ISLAMABAD -- Chinese companies in Pakistan are continuing to enforce zero-tolerance COVID-19 measures on their Pakistani workers, including forced lockdowns and separation from their families.
Hundreds of workers employed at the Chinese-built coal-fired power plant at Port Qasim have been ordered not to leave the plant without permission since March 2020, according to an investigation by the Australian Broadcasting Corporation (ABC) published Friday (October 14).
"We are not allowed to go home, meet with our loved ones, celebrate our religious or cultural festivals, or pursue further education," one Pakistani engineer who is working on the project told ABC.
"Many of us had developed suicidal thoughts, and we are treated like prisoners," he said.
"We have no freedom in our own country."
"In the name of COVID restrictions, we are not allowed to see our families for three to five months at a time," another worker told Pakistan Forward on the condition of anonymity.
The company treats its Chinese workers differently, he said.
"Compared to Chinese workers, Pakistani workers are given low-quality food and do not have access to medical care," he said.
A local branch of Chinese state-owned PowerChina operates the plant as part of the China-Pakistan Economic Corridor (CPEC), a Pakistani component of China's Belt and Road Initiative (BRI), also known as One Belt One Road (OBOR).
The Pakistani army is helping to enforce the COVID policy, ABC reported.
The policy is so strictly enforced that PowerChina has been unable to hire any local doctors to live on-site to treat sick workers because Pakistani doctors are unwilling to accept the restrictions, according to the report.
Pakistan lifted all COVID-19 restrictions in March.
The Saindak Copper-Gold Mine in Balochistan's Chaghi district, another BRI project, has also seen similar COVID measures implemented by Metallurgical Corporation of China Ltd. (MCC), ABC reported.
At least 1,000 workers have been stopped by the Chinese company from leaving its mine site for several months.
In late February, family members of the affected workers, mostly women and children, held a march to protest the policy and the closure of roads, schools and shops.
"The Chinese company has made the lives of local residents and employees miserable," said Zulekha, a housewife, who took part in the protest.

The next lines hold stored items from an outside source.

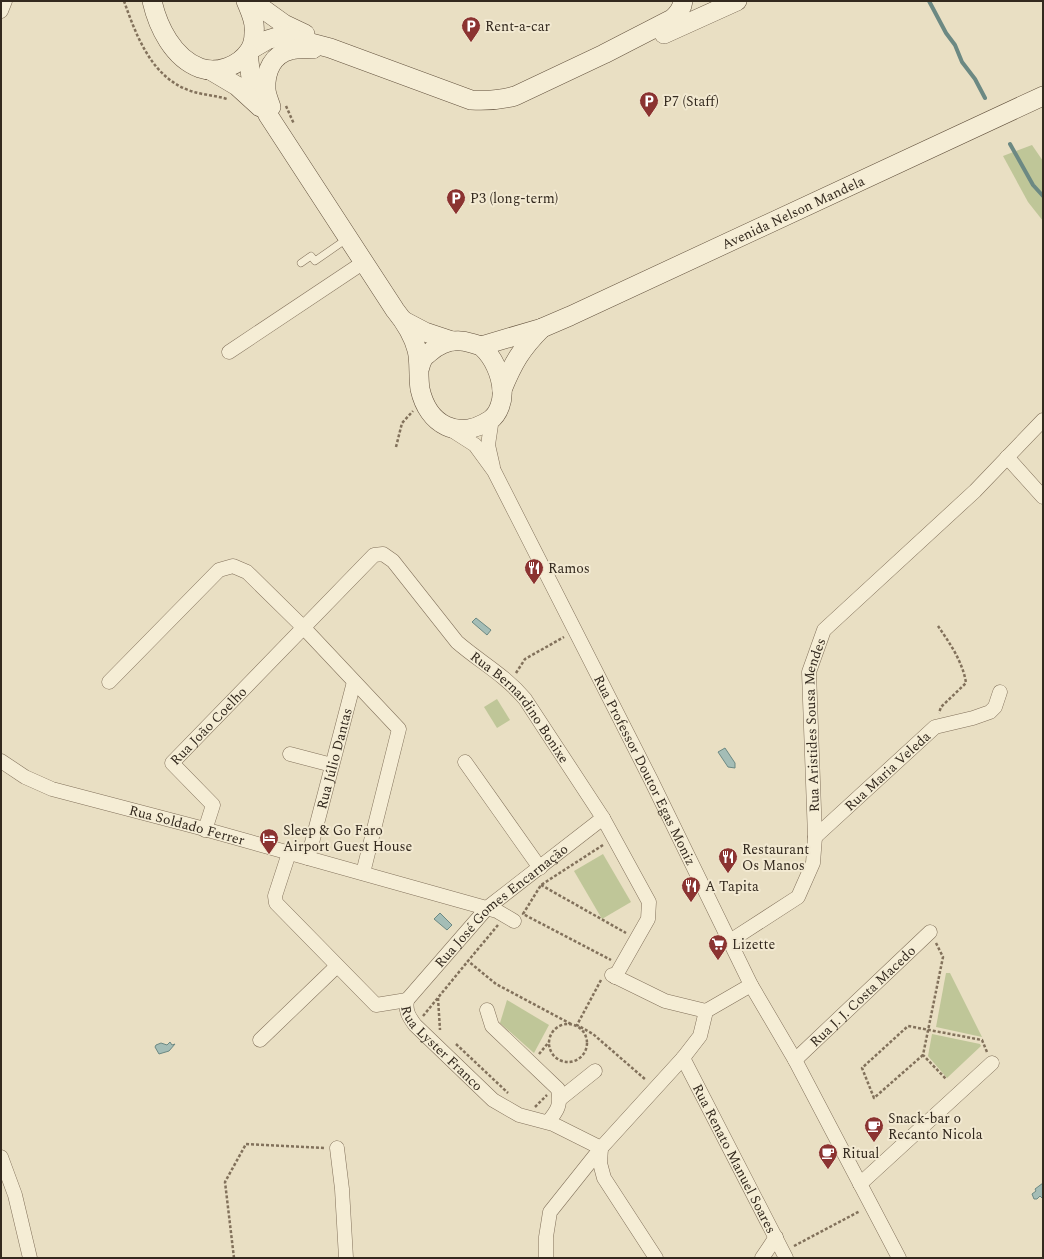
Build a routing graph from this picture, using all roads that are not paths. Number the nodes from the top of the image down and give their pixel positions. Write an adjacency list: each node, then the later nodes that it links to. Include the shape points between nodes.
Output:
1 (5, 1): 7 (street)
2 (152, 1): 11 (street, via 158,22 176,51 188,62)
3 (246, 1): 9 (street, via 254,19 255,32)
4 (252, 1): 8 (street, via 284,24)
5 (683, 1): 10 (street, via 682,7 672,19)
6 (737, 1): 10 (street, via 650,40)
7 (1, 11)
8 (330, 48): 9 (street, via 280,36 267,40); 10 (street, via 471,100 486,101 515,96); 14 (street, via 291,50 281,54 268,69 266,90)
9 (249, 51): 11 (street, via 236,64); 13 (street, via 251,78)
10 (604, 54)
11 (210, 70): 13 (street, via 237,86)
12 (1043, 96): 19 (street, Avenida Nelson Mandela)
13 (268, 115): 14 (street)
14 (288, 132): 15 (street, via 291,151)
15 (348, 238): 16 (street); 17 (lane, via 315,261 311,256)
16 (364, 262): 18 (street); 22 (street)
17 (301, 263)
18 (404, 321): 20 (street); 23 (street, via 416,349)
19 (542, 328): 21 (street); 24 (street, via 526,344 511,367)
20 (452, 341): 21 (street); 23 (street, via 437,346 423,358)
21 (481, 346): 24 (street, via 496,367)
22 (229, 352)
23 (419, 370): 27 (street, via 424,401 430,413)
24 (502, 390): 25 (street, via 502,402)
25 (492, 418): 27 (street, via 469,430); 29 (street, via 488,445)
26 (1043, 420): 28 (street, Rua Aristides Sousa Mendes)
27 (447, 427): 29 (street, via 475,445)
28 (1007, 457): 30 (street); 41 (street, Rua Aristides Sousa Mendes, via 824,630 809,672)
29 (494, 471): 49 (street, Rua Professor Doutor Egas Moniz)
30 (1043, 498)
31 (304, 628): 32 (street, via 247,572 233,566 219,570); 33 (street); 39 (street, Rua Bernardino Bonixe, via 374,555 383,554 393,561 456,642 509,682 525,699); 40 (street, Rua João Coelho, via 172,762 213,805)
32 (109, 682)
33 (354, 682): 38 (street, Rua Júlio Dantas); 45 (street, via 399,729)
34 (1000, 692): 41 (street, Rua Maria Veleda, via 995,707 990,712 934,727)
35 (290, 754): 38 (street)
36 (1, 761): 40 (street, Rua Soldado Ferrer, via 25,777 52,789)
37 (466, 762): 44 (street)
38 (332, 765): 43 (street, Rua Júlio Dantas)
39 (603, 818): 44 (street, Rua José Gomes Encarnação); 54 (street, Rua Bernardino Bonixe, via 649,902 648,919 612,974 665,1001)
40 (205, 830): 42 (street, Rua Soldado Ferrer)
41 (815, 836): 49 (street, Rua Aristides Sousa Mendes, via 813,863 798,897)
42 (289, 853): 43 (street, Rua Soldado Ferrer); 50 (street, Rua Lyster Franco, via 275,896 276,903)
43 (308, 858): 45 (street, Rua Soldado Ferrer)
44 (540, 868): 46 (street, Rua José Gomes Encarnação)
45 (363, 874): 46 (street, Rua Soldado Ferrer)
46 (487, 908): 47 (street, Rua Soldado Ferrer); 52 (street, Rua José Gomes Encarnação)
47 (510, 918)
48 (930, 932): 57 (street, Rua J. J. Costa Macedo)
49 (730, 941): 51 (street, Rua Professor Doutor Egas Moniz)
50 (337, 966): 52 (street, Rua Lyster Franco, via 376,1005); 55 (street)
51 (752, 985): 54 (street); 57 (street, Rua Professor Doutor Egas Moniz)
52 (407, 1000): 61 (street, Rua Lyster Franco, via 409,1018 415,1025 493,1100 519,1115)
53 (487, 1010): 60 (street, via 492,1026 558,1089)
54 (706, 1011): 56 (street, via 700,1036)
55 (260, 1040)
56 (683, 1058): 63 (street); 66 (street, Rua Renato Manuel Soares)
57 (795, 1060): 65 (street, Rua Professor Doutor Egas Moniz)
58 (992, 1063): 65 (street)
59 (595, 1072): 60 (street)
60 (555, 1095): 61 (street, via 558,1111)
61 (548, 1122): 63 (street, Rua Lyster Franco)
62 (337, 1148): 69 (street)
63 (601, 1148): 70 (street, via 550,1212); 71 (street, via 600,1163 604,1178)
64 (1, 1158): 68 (street, via 15,1195)
65 (860, 1184): 73 (street, Rua Professor Doutor Egas Moniz)
66 (776, 1237): 67 (street, Rua Renato Manuel Soares); 72 (street)
67 (785, 1255)
68 (30, 1258)
69 (346, 1258)
70 (546, 1258)
71 (656, 1258)
72 (762, 1258)
73 (900, 1258)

Her husband, a Saindak miner, had not been allowed to go home for the past six months due to the restrictions.
Many feared losing their job if they even asked for permission to go outside, according to the ABC investigation.
Pakistan's unemployment rate rose to 6.5% in 2021. More than 31% of Pakistan's youth are currently unemployed, according to the Pakistan Institute of Development Economics.
Pakistani labour groups have long accused Chinese companies in Pakistan of violating the rights of workers and ignoring safety precautions at sites that are part of the BRI.
Such abuses have sparked protests across the country.
In one case, employers abused the rights of construction workers during the construction of the M4 Motorway, a 309 km-long motorway built as part of Chinese investment projects, according to a study published in 2019 by Leiden University in the Netherlands.
"There were problems with wage payments, which most agreed were low; some had their pay deducted or paid late," said the study, citing field interviews with workers.
"The workers reported having no safety equipment or training," it added.
In Lahore, the Orange Line Metro Train (OLMT), also part of the BRI, came under fire amid allegations that the Chinese firms that built the railway violated the rights of workers and ignored safety precautions at construction sites, resulting in the deaths of some labourers.
Lists of the wages of personnel who worked on the OLMT also revealed that Chinese staffers earned much more than their Pakistani counterparts, according to official documents shared by Pakistani government officials in 2020.
The page for Chinese staff discloses monthly salaries in yuan. They ranged from the equivalent of Rs. 1.2 million ($5,460) to Rs. 3.6 million ($16,382).
Pakistani workers' monthly salaries ranged from Rs. 30,000 ($136) to Rs. 625,000 ($2,844).
Concerns over growing Chinese influence
Beijing's self-serving deals with Islamabad for multi-billion-dollar infrastructure projects and the mistreatment of local employees have sparked resentment and protests in Pakistan.
The exponential growth of Chinese influence in Pakistan, particularly in Balochistan and Sindh provinces -- with Chinese companies exploiting local resources without care or concern for the impact on locals -- has led to serious unrest in the province.
Anger over growing Chinese influence in Balochistan has spurred Baloch and Sindhi militant organisations to ally with each other, fuelling concern that the combined group will step up violent activities in the region.
On September 28, a gunman killed a man and wounded two others of Chinese origin in an attack in Karachi, police said.
In late April, the Balochistan Liberation Army (BLA), a component of the Baloch Raji Aajoi Saangar (BRAS), claimed responsibility for killing four people, including three Chinese teachers, in a suicide attack inside a state-run university in Karachi.
BLA militants in February also staged twin assaults on army posts in Noshki and Panjgur districts, Balochistan.